Additionally, we recognize that harassment comes in many forms and is not just driven by gender. Harassment also occurs on the basis of race, nationality, ethnicity, ability, sexual identity, religious practice, and other factors. None of this is acceptable.

The recent attention to this issue within our discipline reminds us that in many cases, organizational policies maintain the status quo and re-victimize survivors. In doing so, institutions frequently protect themselves and the harasser(s) in question rather than taking steps to sanction and prohibit the harassing behavior itself. As a feminist organization, SWS has a special responsibility not to follow this pattern. Many of our members are people who have experienced some type of harassment themselves. Thus, it is incumbent upon us to act in accordance with our principles of transforming academia through feminist leadership and promoting social justice through activism. Given that women and non-binary people of all backgrounds are disproportionately likely to be harassed due to their subordinate position in society, there is no question that this is a feminist issue. Standing against harassment is not just a timely issue, it is a key opportunity to stand for our principles and to put action behind our beliefs.

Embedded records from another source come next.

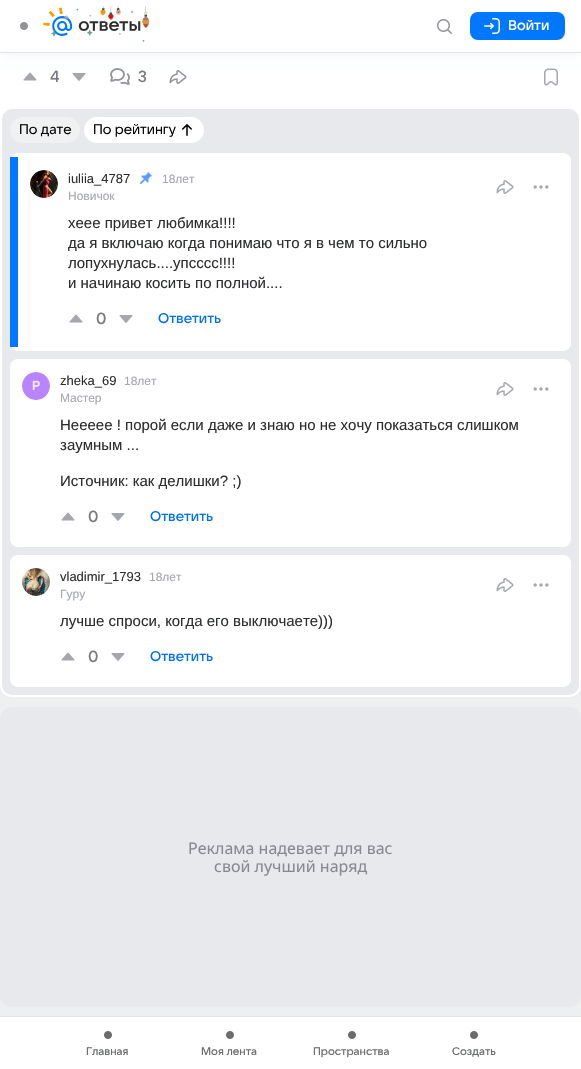 void draw(SkCanvas* canvas) {
    SkPaint paint;
    paint.setAntiAlias(true);
    auto face = [&](const char* family, int weight, float size, bool italic = false) {
        SkFontStyle style(weight, SkFontStyle::kNormal_Width,
            italic ? SkFontStyle::kItalic_Slant : SkFontStyle::kUpright_Slant);
        SkFont result(fontMgr->matchFamilyStyle(family, style), size);
        result.setSubpixel(true);
        return result;
    };
    auto write = [&](const char* s, float x, float y, const SkFont& font, SkColor color) {
        SkPaint ink(SkColor4f::FromColor(color));
        ink.setAntiAlias(true);
        canvas->drawString(s, x, y, font, ink);
    };
    auto block = [&](float x, float y, float w, float h, SkColor color) {
        SkPaint ink(SkColor4f::FromColor(color));
        ink.setAntiAlias(true);
        canvas->drawRect(SkRect::MakeXYWH(x, y, w, h), ink);
    };
    auto card = [&](float x, float y, float w, float h, float radius, SkColor color) {
        SkPaint ink(SkColor4f::FromColor(color));
        ink.setAntiAlias(true);
        canvas->drawRoundRect(SkRect::MakeXYWH(x, y, w, h), radius, radius, ink);
    };
    auto paste = [&](const char* path, float x, float y, float w, float h) {
        auto image = SkImages::DeferredFromEncodedData(SkData::MakeFromFileName(path));
        canvas->drawImageRect(image, SkRect::MakeXYWH(x, y, w, h), SkSamplingOptions());
    };
    canvas->clear(SkColorSetRGB(238, 239, 241));
    card(0, -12, 581, 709, 12, SK_ColorWHITE);
    paste("pic7.png", 110, 68, 20, 17);
    paste("pic8.png", 169, 70, 18, 14);
    paste("pic9.png", 544, 68, 14, 18);
    paint.setColor(SkColorSetARGB(15, 0, 16, 61));
    paint.setMaskFilter(SkMaskFilter::MakeBlur(kNormal_SkBlurStyle, 6));
    canvas->drawRect(SkRect::MakeXYWH(0, 0, 581, 53), paint);
    paint.setMaskFilter(nullptr);
    block(0, 0, 581, 52, SK_ColorWHITE);
    block(0, 52, 581, 1, SkColorSetRGB(224, 226, 232));
    paste("pic1.png", 20, 22, 8, 8);
    paste("pic2.png", 43, 6, 107, 36);
    paste("pic3.png", 437, 19, 15, 15);
    card(470, 12, 95, 28, 8, SkColorSetRGB(0, 119, 255));
    paste("pic4.png", 484, 18, 16, 16);
    auto kFont1 = face("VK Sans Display", 500, 14);
    write("Войти", 508, 30, kFont1, SK_ColorWHITE);
    paste("pic5.png", 23, 72, 14, 9);
    auto kFont2 = face("VK Sans Display", 500, 16);
    write("4", 50, 82, kFont2, SkColorSetRGB(121, 122, 128));
    paste("pic6.png", 72, 73, 14, 8);
    write("3", 138, 82, kFont2, SkColorSetRGB(121, 122, 128));
    card(2, 109, 577, 586, 10, SkColorSetRGB(231, 233, 236));
    card(10, 117, 70, 26, 13, SkColorSetRGB(240, 241, 243));
    auto kFont3 = face("VK Sans Display", 400, 14);
    write("По дате", 19, 134, kFont3, SK_ColorBLACK);
    card(84, 117, 120, 26, 13, SK_ColorWHITE);
    write("По рейтингу", 93, 134, kFont3, SK_ColorBLACK);
    paste("pic10.png", 182, 124, 10, 12);
    card(10, 153, 561, 198, 8, SK_ColorWHITE);
    block(10, 157, 8, 190, SkColorSetRGB(0, 119, 255));
    paint.setColor(SkColorSetRGB(240, 241, 243));
    canvas->drawCircle(44, 184, 14, paint);
    paste("pic11.png", 30, 170, 28, 28);
    auto kFont4 = face("Liberation Sans", 400, 13);
    write("iuliia_4787", 68, 183, kFont4, SkColorSetRGB(44, 45, 46));
    auto kFont5 = face("Liberation Sans", 400, 12);
    write("Новичок", 68, 200, kFont5, SkColorSetRGB(165, 167, 173));
    paste("pic12.png", 140, 172, 12, 12);
    write("18лет", 162, 183, kFont5, SkColorSetRGB(165, 167, 173));
    paste("pic13.png", 496, 180, 18, 14);
    paste("pic14.png", 533, 185, 16, 4);
    auto kFont6 = face("Liberation Sans", 400, 15);
    write("хеее привет любимка!!!!", 68, 228, kFont6, SkColorSetRGB(44, 45, 46));
    write("да я включаю когда понимаю что я в чем то сильно", 68, 248, kFont6, SkColorSetRGB(44, 45, 46));
    write("лопухнулась....упсссс!!!!", 68, 268, kFont6, SkColorSetRGB(44, 45, 46));
    write("и начинаю косить по полной....", 68, 288, kFont6, SkColorSetRGB(44, 45, 46));
    paste("pic5.png", 69, 314, 14, 9);
    write("0", 96, 324, kFont2, SkColorSetRGB(121, 122, 128));
    paste("pic6.png", 119, 315, 14, 8);
    write("Ответить", 158, 323, kFont1, SkColorSetRGB(0, 112, 240));
    card(10, 359, 561, 188, 8, SK_ColorWHITE);
    canvas->drawCircle(36, 386, 14, paint);
    paste("pic15.png", 22, 372, 28, 28);
    write("zheka_69", 60, 385, kFont4, SkColorSetRGB(44, 45, 46));
    write("Мастер", 60, 402, kFont5, SkColorSetRGB(165, 167, 173));
    write("18лет", 124, 385, kFont5, SkColorSetRGB(165, 167, 173));
    paste("pic13.png", 496, 382, 18, 14);
    paste("pic14.png", 533, 387, 16, 4);
    write("Неееее ! порой если даже и знаю но не хочу показаться слишком", 60, 430, kFont6, SkColorSetRGB(44, 45, 46));
    write("заумным ...", 60, 450, kFont6, SkColorSetRGB(44, 45, 46));
    write("Источник: как делишки? ;)", 60, 486, kFont6, SkColorSetRGB(44, 45, 46));
    paste("pic5.png", 61, 512, 14, 9);
    write("0", 88, 522, kFont2, SkColorSetRGB(121, 122, 128));
    paste("pic6.png", 111, 513, 14, 8);
    write("Ответить", 150, 521, kFont1, SkColorSetRGB(0, 112, 240));
    card(10, 555, 561, 132, 8, SK_ColorWHITE);
    canvas->drawCircle(36, 582, 14, paint);
    paste("pic16.png", 22, 568, 28, 28);
    write("vladimir_1793", 60, 581, kFont4, SkColorSetRGB(44, 45, 46));
    write("Гуру", 60, 598, kFont5, SkColorSetRGB(165, 167, 173));
    write("18лет", 149, 581, kFont5, SkColorSetRGB(165, 167, 173));
    paste("pic13.png", 496, 578, 18, 14);
    paste("pic14.png", 533, 583, 16, 4);
    write("лучше спроси, когда его выключаете)))", 60, 626, kFont6, SkColorSetRGB(44, 45, 46));
    paste("pic5.png", 61, 652, 14, 9);
    write("0", 88, 662, kFont2, SkColorSetRGB(121, 122, 128));
    paste("pic6.png", 111, 653, 14, 8);
    write("Ответить", 150, 661, kFont1, SkColorSetRGB(0, 112, 240));
    card(0, 707, 581, 300, 12, SkColorSetRGB(231, 233, 237));
    auto kFont7 = face("Noto Sans", 400, 16);
    write("Реклама надевает для вас", 188, 854, kFont7, SkColorSetRGB(135, 137, 143));
    write("свой лучший наряд", 214, 872, kFont7, SkColorSetRGB(135, 137, 143));
    block(0, 1017, 581, 52, SK_ColorWHITE);
    block(0, 1016, 581, 1, SkColorSetRGB(224, 226, 232));
    paste("pic17.png", 104, 1031, 8, 8);
    auto kFont8 = face("VK Sans Display", 500, 11);
    write("Главная", 86, 1055, kFont8, SkColorSetRGB(107, 108, 109));
    paste("pic17.png", 226, 1031, 8, 8);
    write("Моя лента", 201, 1055, kFont8, SkColorSetRGB(107, 108, 109));
    paste("pic17.png", 348, 1031, 8, 8);
    write("Пространства", 313, 1055, kFont8, SkColorSetRGB(107, 108, 109));
    paste("pic17.png", 470, 1031, 8, 8);
    write("Создать", 452, 1055, kFont8, SkColorSetRGB(107, 108, 109));
}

SWS has some resources in place already to support survivors: the Discrimination and Academic Justice Committee, mentoring program, and Natalie Allon fund are all examples. But there’s still more we can do to model how an organization can take harassment seriously and operate in a way that respects survivors and recognizes the pervasiveness of this issue. In the coming weeks and months, we will be developing a working group to look into ways that we as an organization can strengthen and improve the measures we already have in place, as well as consider new ones that could also be beneficial. SWS has an opportunity here to model ways that organizations can establish measures that are fair, deliberate, transparent, and equitable. These measures need not compromise our ideals, mission, or values. And perhaps most importantly, they should not re-victimize those who have survived harassment. Together, we have an opportunity to seize the moment and show how feminist leadership and organizations can create necessary and positive change.